Task item:
Pull each line containing "first" out of the data and copy it.

── Extracted material

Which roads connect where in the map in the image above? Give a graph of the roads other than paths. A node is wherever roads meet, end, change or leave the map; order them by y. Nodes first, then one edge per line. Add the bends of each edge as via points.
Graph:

────
── Extracted material

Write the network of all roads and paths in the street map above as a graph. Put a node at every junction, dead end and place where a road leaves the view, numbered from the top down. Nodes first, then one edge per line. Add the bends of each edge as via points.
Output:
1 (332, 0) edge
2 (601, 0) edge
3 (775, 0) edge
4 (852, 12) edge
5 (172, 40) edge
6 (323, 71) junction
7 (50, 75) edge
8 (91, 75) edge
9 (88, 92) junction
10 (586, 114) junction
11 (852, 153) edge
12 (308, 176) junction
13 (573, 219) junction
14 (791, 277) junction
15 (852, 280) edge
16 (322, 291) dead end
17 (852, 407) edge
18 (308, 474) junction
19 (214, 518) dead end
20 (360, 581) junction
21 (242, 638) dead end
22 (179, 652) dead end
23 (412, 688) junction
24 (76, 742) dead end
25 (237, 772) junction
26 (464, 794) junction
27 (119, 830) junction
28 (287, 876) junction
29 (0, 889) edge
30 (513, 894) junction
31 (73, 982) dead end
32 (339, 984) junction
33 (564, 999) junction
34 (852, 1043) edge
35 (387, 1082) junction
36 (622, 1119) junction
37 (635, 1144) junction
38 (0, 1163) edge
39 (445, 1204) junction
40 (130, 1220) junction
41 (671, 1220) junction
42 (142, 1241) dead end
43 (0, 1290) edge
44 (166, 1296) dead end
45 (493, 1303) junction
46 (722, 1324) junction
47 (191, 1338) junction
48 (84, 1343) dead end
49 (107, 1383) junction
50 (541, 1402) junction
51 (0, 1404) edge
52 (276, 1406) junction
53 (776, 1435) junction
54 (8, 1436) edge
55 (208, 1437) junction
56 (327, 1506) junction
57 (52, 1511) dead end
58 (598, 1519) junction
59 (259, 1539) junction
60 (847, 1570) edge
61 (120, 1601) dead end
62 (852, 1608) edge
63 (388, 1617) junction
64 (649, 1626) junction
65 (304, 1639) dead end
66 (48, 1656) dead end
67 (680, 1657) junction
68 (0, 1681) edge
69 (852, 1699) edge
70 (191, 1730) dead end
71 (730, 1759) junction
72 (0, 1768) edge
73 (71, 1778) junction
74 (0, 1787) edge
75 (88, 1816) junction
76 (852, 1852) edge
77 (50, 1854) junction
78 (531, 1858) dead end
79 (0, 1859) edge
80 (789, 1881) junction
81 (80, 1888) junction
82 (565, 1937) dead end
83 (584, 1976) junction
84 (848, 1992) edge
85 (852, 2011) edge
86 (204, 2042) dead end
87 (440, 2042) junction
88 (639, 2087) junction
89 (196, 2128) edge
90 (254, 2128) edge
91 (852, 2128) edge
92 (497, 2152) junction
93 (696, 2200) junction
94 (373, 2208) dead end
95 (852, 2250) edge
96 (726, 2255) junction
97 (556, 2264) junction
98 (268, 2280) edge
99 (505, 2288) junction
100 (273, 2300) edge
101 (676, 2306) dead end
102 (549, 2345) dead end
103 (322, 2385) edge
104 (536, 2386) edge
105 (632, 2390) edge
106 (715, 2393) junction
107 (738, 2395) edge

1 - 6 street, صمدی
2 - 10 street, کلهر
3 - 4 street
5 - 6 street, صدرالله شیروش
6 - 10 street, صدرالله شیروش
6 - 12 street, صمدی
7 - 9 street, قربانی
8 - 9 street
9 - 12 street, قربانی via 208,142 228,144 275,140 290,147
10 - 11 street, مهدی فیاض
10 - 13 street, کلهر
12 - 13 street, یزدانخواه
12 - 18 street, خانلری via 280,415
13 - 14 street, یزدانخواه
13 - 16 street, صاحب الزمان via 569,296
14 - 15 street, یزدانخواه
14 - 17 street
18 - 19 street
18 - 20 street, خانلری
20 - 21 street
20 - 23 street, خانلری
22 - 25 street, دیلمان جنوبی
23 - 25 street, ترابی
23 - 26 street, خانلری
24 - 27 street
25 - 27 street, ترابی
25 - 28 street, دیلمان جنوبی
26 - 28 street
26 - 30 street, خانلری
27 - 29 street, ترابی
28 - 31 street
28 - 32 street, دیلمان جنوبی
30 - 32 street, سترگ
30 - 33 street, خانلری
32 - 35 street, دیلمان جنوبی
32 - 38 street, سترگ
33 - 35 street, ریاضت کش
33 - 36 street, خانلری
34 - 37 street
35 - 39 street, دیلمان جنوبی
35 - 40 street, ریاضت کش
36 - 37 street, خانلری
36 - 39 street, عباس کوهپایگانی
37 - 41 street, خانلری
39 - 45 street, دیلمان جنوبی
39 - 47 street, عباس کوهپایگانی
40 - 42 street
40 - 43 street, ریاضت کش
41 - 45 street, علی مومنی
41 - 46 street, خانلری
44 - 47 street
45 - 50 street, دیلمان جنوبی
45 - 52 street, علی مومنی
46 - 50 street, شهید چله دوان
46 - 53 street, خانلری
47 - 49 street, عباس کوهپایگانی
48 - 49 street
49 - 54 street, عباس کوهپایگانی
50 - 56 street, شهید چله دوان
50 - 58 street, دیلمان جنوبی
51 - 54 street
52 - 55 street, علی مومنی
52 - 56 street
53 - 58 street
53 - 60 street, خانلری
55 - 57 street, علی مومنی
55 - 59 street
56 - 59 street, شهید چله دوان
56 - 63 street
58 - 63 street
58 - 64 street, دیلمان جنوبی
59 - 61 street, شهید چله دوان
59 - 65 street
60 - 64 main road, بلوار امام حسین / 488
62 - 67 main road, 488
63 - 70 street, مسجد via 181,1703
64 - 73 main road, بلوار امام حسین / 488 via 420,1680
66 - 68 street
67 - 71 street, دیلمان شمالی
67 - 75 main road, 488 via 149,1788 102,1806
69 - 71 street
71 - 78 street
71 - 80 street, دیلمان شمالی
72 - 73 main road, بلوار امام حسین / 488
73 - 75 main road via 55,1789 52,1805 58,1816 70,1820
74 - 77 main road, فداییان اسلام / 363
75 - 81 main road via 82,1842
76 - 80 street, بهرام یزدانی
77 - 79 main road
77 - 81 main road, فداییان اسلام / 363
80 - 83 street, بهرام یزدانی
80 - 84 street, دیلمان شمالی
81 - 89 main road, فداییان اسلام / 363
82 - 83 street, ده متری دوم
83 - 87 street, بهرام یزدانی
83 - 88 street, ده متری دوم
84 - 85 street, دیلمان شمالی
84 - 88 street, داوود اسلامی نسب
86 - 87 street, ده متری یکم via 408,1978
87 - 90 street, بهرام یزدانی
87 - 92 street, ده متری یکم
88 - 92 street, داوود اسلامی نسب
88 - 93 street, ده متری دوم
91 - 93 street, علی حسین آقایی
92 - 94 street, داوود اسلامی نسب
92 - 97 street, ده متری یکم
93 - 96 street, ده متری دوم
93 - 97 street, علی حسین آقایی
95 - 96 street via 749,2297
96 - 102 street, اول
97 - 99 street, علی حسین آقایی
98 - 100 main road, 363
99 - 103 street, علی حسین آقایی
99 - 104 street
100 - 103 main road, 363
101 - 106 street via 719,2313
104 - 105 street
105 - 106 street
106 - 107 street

────

Finished task:
Which roads connect where in the map in the image above? Give a graph of the roads other than paths. A node is wherever roads meet, end, change or leave the map; order them by y. Nodes first, then one edge per line. Add the bends of each edge as via points.
Write the network of all roads and paths in the street map above as a graph. Put a node at every junction, dead end and place where a road leaves the view, numbered from the top down. Nodes first, then one edge per line. Add the bends of each edge as via points.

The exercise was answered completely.